All of the data must be written out verbatim, with pictures excluded.

[Data entries]
● ● ● ● ● ● ●

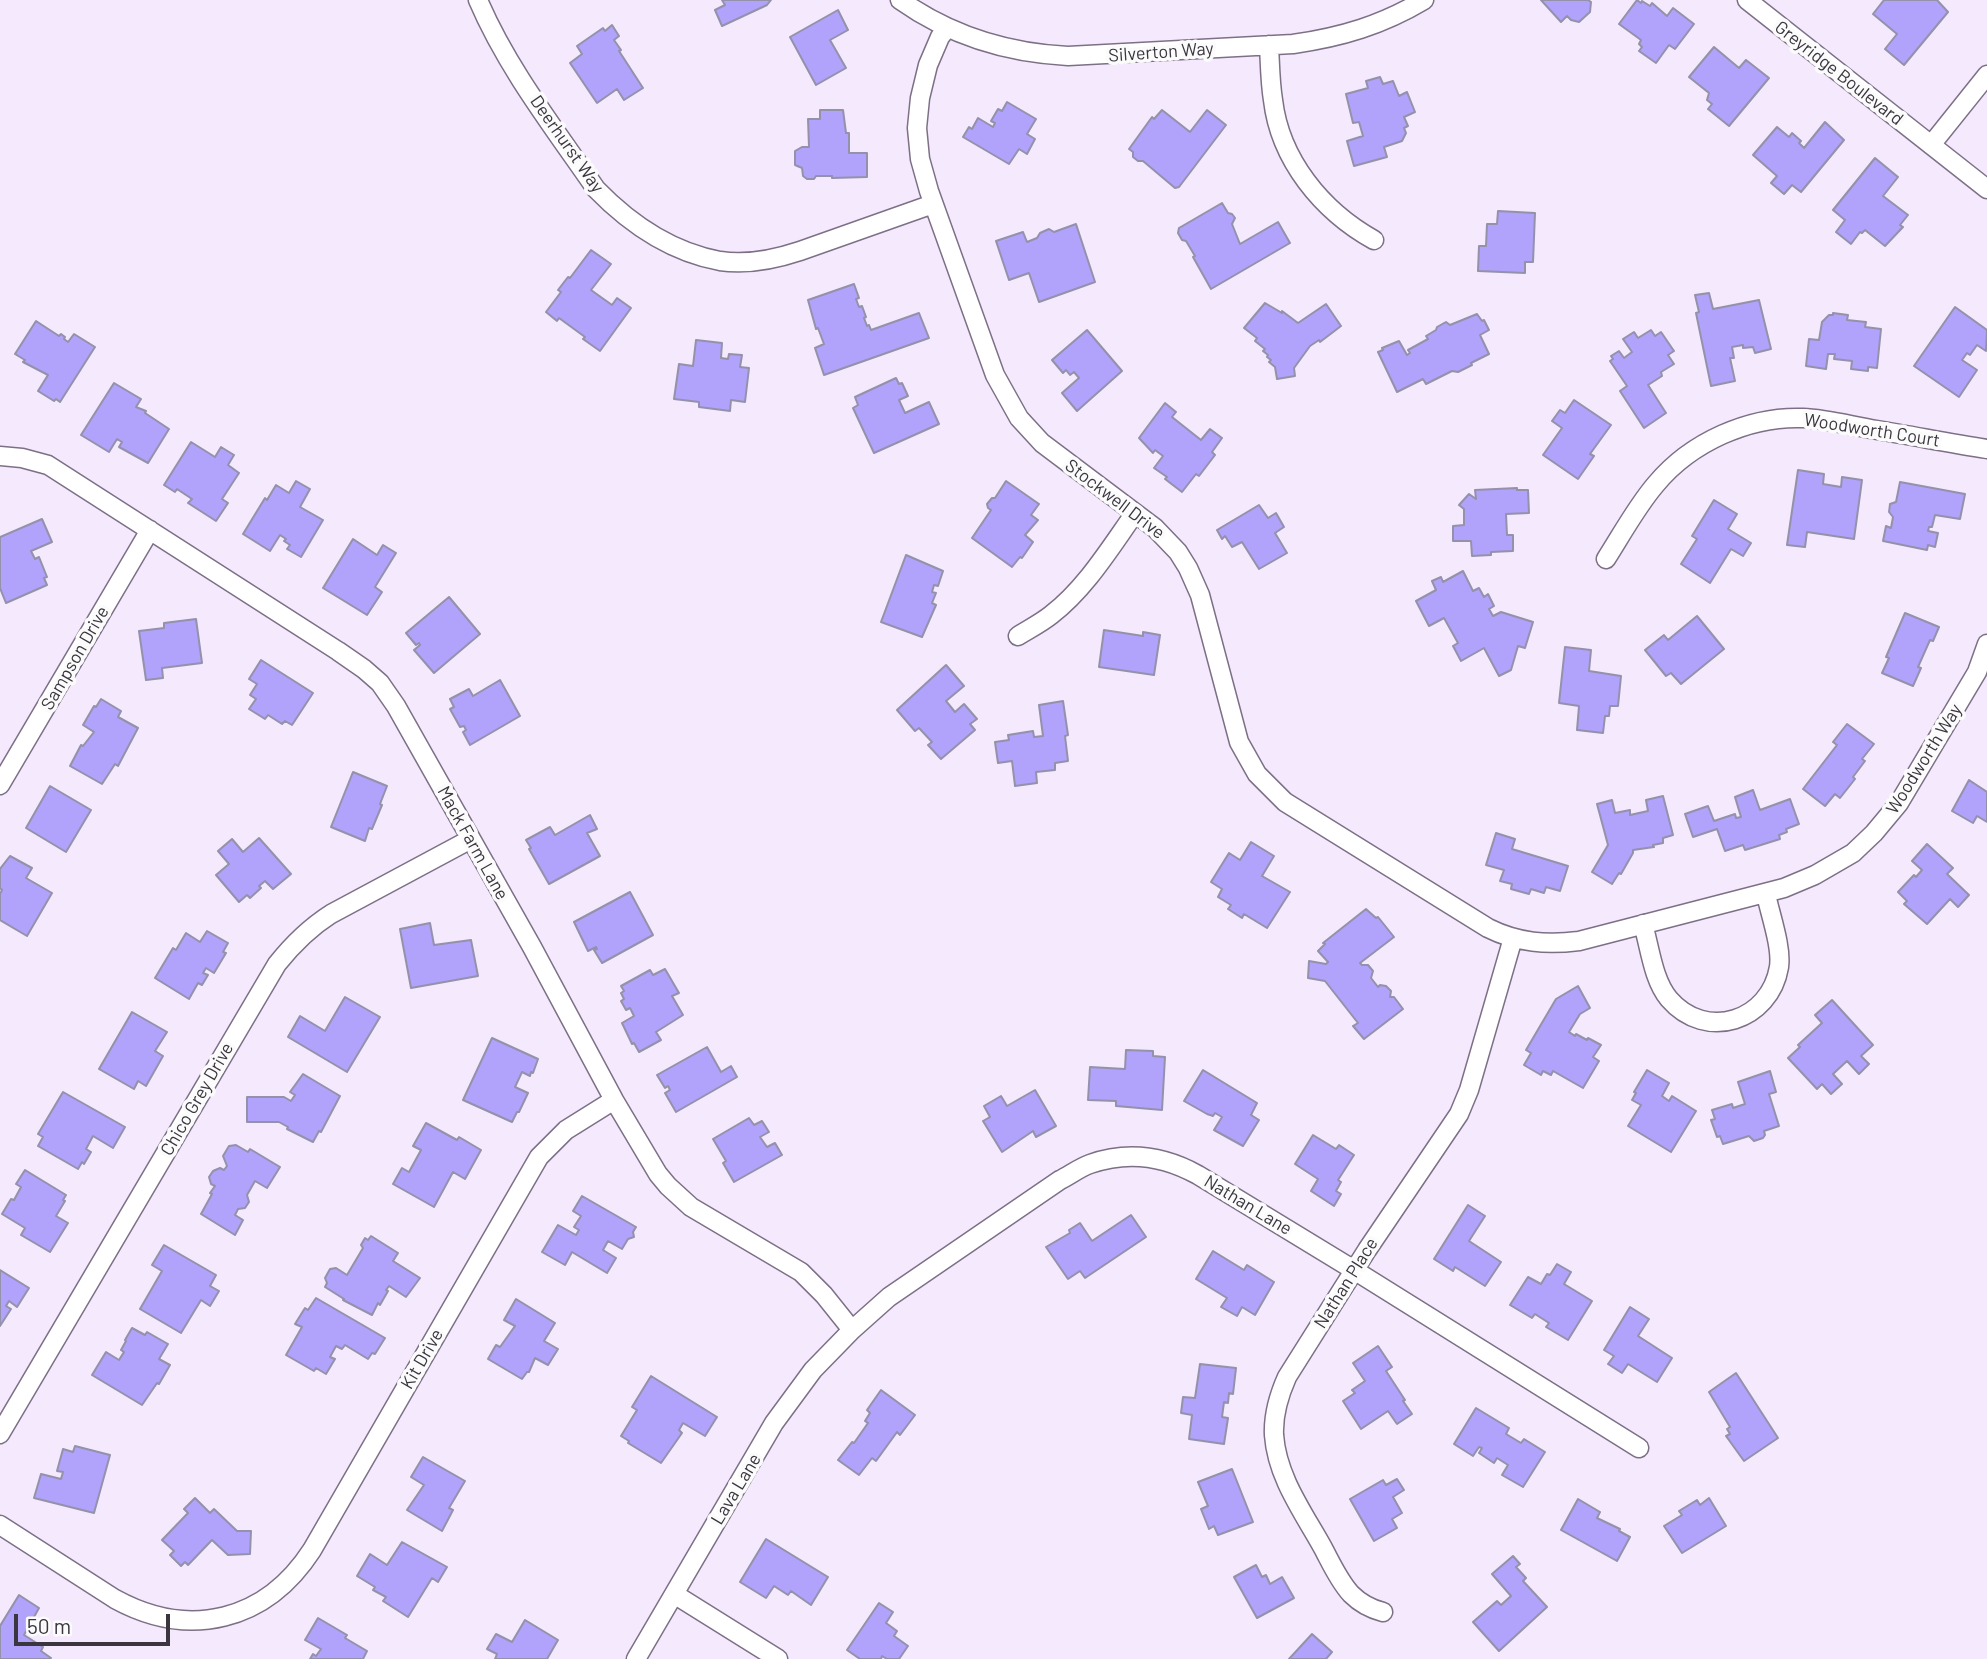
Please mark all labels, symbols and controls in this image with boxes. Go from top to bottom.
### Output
street label: Greyridge Boulevard [1770,16,1908,130]
street label: Silverton Way [1108,38,1214,66]
street label: Deerhurst Way [526,91,608,197]
street label: Woodworth Court [1803,409,1941,451]
street label: Stockwell Drive [1061,454,1169,544]
street label: Sampson Drive [37,602,113,714]
street label: Woodworth Way [1881,700,1967,818]
street label: Mack Farm Lane [433,782,513,904]
street label: Chico Grey Drive [156,1039,238,1159]
street label: Nathan Lane [1200,1170,1296,1240]
street label: Nathan Place [1310,1234,1382,1332]
street label: Kit Drive [396,1325,448,1393]
street label: Lava Lane [706,1450,766,1528]
scale bar [18,1600,173,1644]
text: 50 m [27,1613,71,1638]

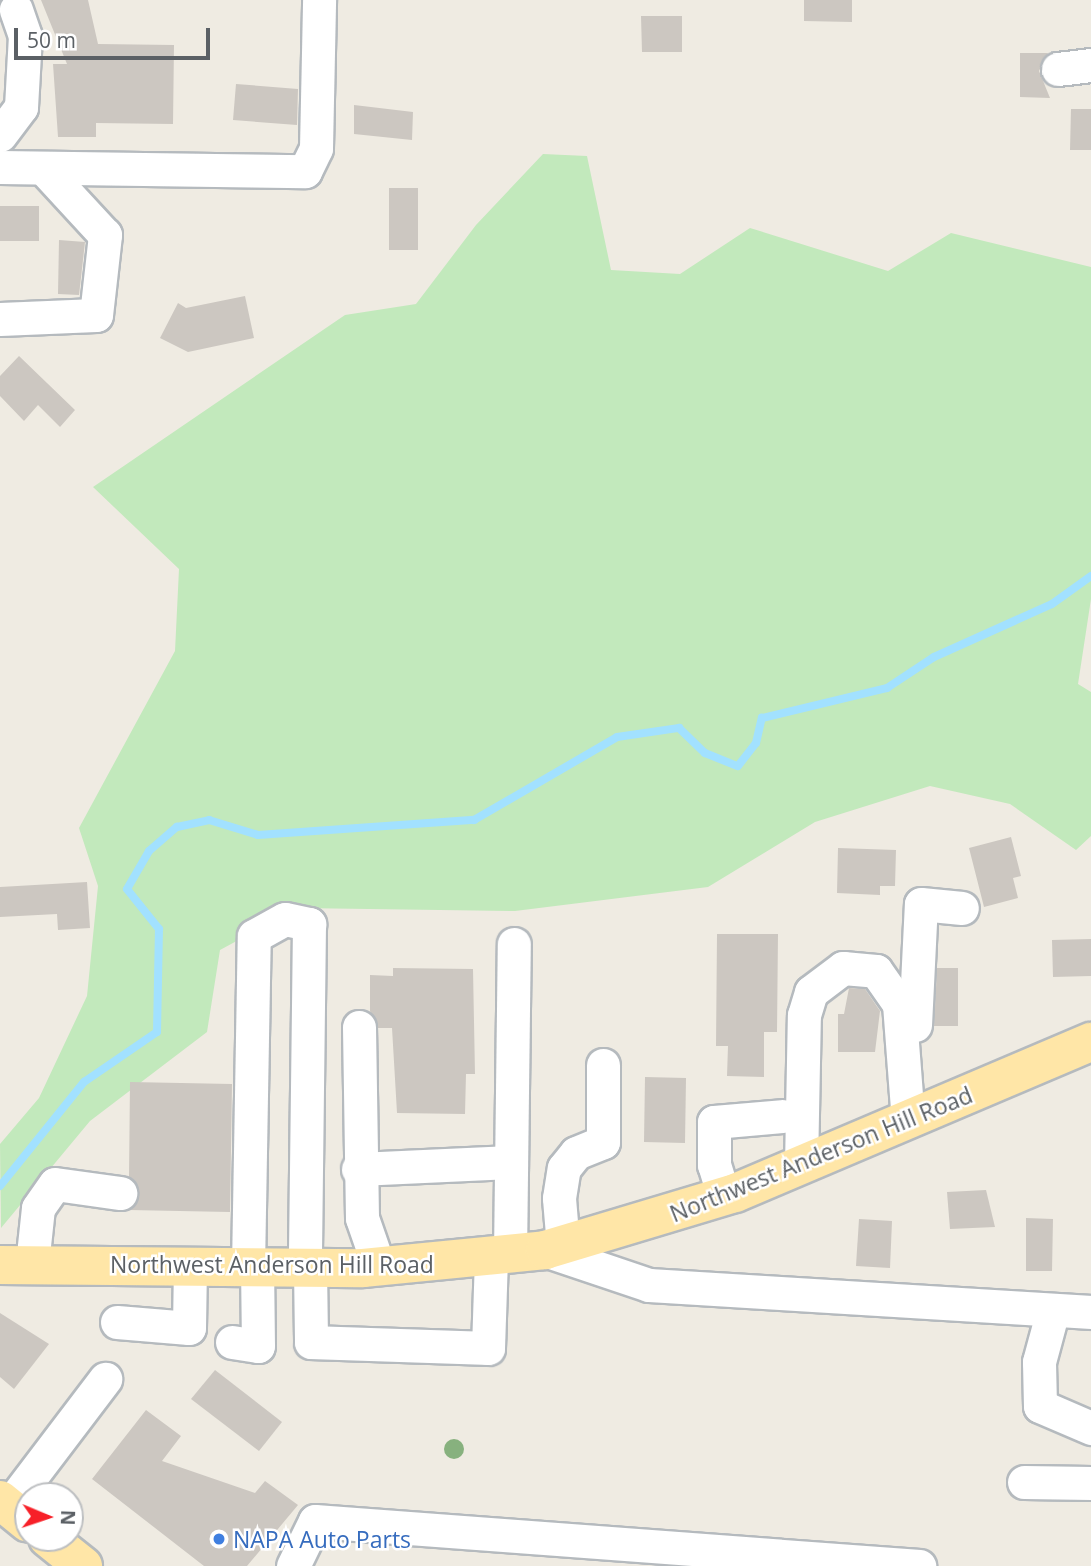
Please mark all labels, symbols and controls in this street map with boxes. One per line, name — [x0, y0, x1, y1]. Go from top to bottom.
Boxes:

● ● ● ● ● ● ●

REPLY
Please mark all labels, symbols and controls in this image with boxes. Go from top to bottom.
### Output
street label: Greyridge Boulevard [1770,16,1908,130]
street label: Silverton Way [1108,38,1214,66]
street label: Deerhurst Way [526,91,608,197]
street label: Woodworth Court [1803,409,1941,451]
street label: Stockwell Drive [1061,454,1169,544]
street label: Sampson Drive [37,602,113,714]
street label: Woodworth Way [1881,700,1967,818]
street label: Mack Farm Lane [433,782,513,904]
street label: Chico Grey Drive [156,1039,238,1159]
street label: Nathan Lane [1200,1170,1296,1240]
street label: Nathan Place [1310,1234,1382,1332]
street label: Kit Drive [396,1325,448,1393]
street label: Lava Lane [706,1450,766,1528]
scale bar [18,1600,173,1644]
text: 50 m [27,1613,71,1638]

Please mark all labels, symbols and controls in this street map with boxes. One per line, name — [x0, y0, x1, y1]. Go from top to bottom.
Boxes:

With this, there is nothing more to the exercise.